Wednesday, November 16, 2005

Career training

I don't know for sure what to make of this.
Tasha Henderson got tired of her 14-year-old daughter's poor grades, her chronic lateness to class and her talking back to her teachers, so she decided to teach the girl a lesson.

She made Coretha stand at a busy Oklahoma City intersection Nov. 4 with a cardboard sign that read: "I don't do my homework and I act up in school, so my parents are preparing me for my future. Will work for food."

"This may not work. I'm not a professional," said Henderson, a 34-year-old mother of three. "But I felt I owed it to my child to at least try."

[...]

Tasha Henderson said her daughter's attendance has been perfect and her behavior has been better since the incident.

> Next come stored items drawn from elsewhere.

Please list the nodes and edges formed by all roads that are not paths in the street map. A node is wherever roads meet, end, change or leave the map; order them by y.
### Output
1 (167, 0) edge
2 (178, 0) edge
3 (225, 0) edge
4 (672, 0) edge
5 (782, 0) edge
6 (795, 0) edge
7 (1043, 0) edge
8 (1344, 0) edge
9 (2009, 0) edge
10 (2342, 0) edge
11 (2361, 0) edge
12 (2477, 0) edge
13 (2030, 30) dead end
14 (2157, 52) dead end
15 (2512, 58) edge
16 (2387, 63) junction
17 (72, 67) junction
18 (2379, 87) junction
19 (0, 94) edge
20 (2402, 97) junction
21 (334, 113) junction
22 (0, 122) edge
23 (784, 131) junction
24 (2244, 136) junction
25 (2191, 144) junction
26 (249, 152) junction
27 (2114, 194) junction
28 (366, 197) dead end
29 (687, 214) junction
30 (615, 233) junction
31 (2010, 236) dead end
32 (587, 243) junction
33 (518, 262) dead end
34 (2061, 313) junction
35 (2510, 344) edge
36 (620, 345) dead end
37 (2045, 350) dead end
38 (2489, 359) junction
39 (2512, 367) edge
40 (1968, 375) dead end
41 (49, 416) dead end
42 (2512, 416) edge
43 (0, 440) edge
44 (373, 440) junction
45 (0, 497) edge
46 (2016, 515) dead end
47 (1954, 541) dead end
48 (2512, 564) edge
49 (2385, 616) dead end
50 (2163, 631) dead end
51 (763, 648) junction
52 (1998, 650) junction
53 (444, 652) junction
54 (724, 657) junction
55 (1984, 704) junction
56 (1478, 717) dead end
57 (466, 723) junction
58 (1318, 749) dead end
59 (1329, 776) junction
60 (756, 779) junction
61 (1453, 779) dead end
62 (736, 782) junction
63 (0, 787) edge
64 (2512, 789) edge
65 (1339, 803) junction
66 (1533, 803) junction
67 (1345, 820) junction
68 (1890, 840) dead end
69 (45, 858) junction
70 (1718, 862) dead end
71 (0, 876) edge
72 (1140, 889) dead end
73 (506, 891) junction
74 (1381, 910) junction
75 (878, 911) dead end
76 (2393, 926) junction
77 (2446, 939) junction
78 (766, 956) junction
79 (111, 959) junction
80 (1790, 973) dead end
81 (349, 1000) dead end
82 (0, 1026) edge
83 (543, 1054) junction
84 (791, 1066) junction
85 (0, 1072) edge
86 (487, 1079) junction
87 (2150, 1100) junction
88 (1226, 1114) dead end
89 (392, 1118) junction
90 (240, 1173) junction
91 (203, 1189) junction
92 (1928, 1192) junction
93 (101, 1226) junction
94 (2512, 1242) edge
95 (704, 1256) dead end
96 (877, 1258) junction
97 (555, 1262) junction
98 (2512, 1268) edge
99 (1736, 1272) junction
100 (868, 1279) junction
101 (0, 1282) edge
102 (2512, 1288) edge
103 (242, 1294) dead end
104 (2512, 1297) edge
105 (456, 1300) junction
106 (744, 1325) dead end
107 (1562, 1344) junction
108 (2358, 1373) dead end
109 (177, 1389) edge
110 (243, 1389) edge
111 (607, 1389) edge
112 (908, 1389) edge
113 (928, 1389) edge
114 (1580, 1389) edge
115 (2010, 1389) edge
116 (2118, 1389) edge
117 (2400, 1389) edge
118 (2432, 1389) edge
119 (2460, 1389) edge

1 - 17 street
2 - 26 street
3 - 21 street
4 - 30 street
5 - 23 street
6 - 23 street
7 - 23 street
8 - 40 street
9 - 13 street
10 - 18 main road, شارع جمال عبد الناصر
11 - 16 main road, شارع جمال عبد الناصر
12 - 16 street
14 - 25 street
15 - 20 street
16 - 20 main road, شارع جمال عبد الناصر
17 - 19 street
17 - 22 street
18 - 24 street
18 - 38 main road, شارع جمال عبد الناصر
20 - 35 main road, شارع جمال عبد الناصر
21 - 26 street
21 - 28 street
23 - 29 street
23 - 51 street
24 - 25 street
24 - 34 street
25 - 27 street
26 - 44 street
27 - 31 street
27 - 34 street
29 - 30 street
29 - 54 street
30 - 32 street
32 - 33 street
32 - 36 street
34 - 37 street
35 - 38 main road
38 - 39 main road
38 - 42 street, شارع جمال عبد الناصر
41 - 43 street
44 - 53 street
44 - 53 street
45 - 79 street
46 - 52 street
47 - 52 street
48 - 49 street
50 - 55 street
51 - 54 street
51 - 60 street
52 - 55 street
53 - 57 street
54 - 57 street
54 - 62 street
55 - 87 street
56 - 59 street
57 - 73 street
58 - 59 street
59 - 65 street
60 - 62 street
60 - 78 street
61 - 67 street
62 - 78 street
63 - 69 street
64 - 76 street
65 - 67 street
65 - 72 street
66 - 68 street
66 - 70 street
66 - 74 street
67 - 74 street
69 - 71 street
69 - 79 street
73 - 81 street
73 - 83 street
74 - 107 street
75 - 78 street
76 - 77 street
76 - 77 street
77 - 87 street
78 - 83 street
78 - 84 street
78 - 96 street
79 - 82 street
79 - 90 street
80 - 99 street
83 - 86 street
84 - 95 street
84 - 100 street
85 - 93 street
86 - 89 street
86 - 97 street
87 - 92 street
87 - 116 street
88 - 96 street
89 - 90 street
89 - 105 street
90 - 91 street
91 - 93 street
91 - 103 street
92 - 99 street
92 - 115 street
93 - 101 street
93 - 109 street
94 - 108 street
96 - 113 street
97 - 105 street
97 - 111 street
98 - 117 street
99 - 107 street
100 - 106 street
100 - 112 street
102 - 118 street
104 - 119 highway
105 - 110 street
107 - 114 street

Making a 14-year-old stand on a streetcorner seems a little over the top, but I can sympathize with having to go a step farther than a recalcitrant offspring. I remember telling my oldest daughter when she was four, "I've got more spankings than you have disobeyings!" Sometimes it was even true, but just as often I had to let up because she was perfectly willing to outstubborn me into abusiveness, and I had to let her win or risk doing her harm. I have no use for smarmy parents of easygoing kids who can't understand that there are children for whom the kinder-and-gentler child-rearing theories simply don't work. (See post below for an up-and-coming example.)

Overall, I have to approve tentatively. I hope Coretha really has learned her lesson, and I'll bet she goes on to love her kids enough to raise them the best way she knows how, instead of burying her head in the sand and letting them screw up their futures.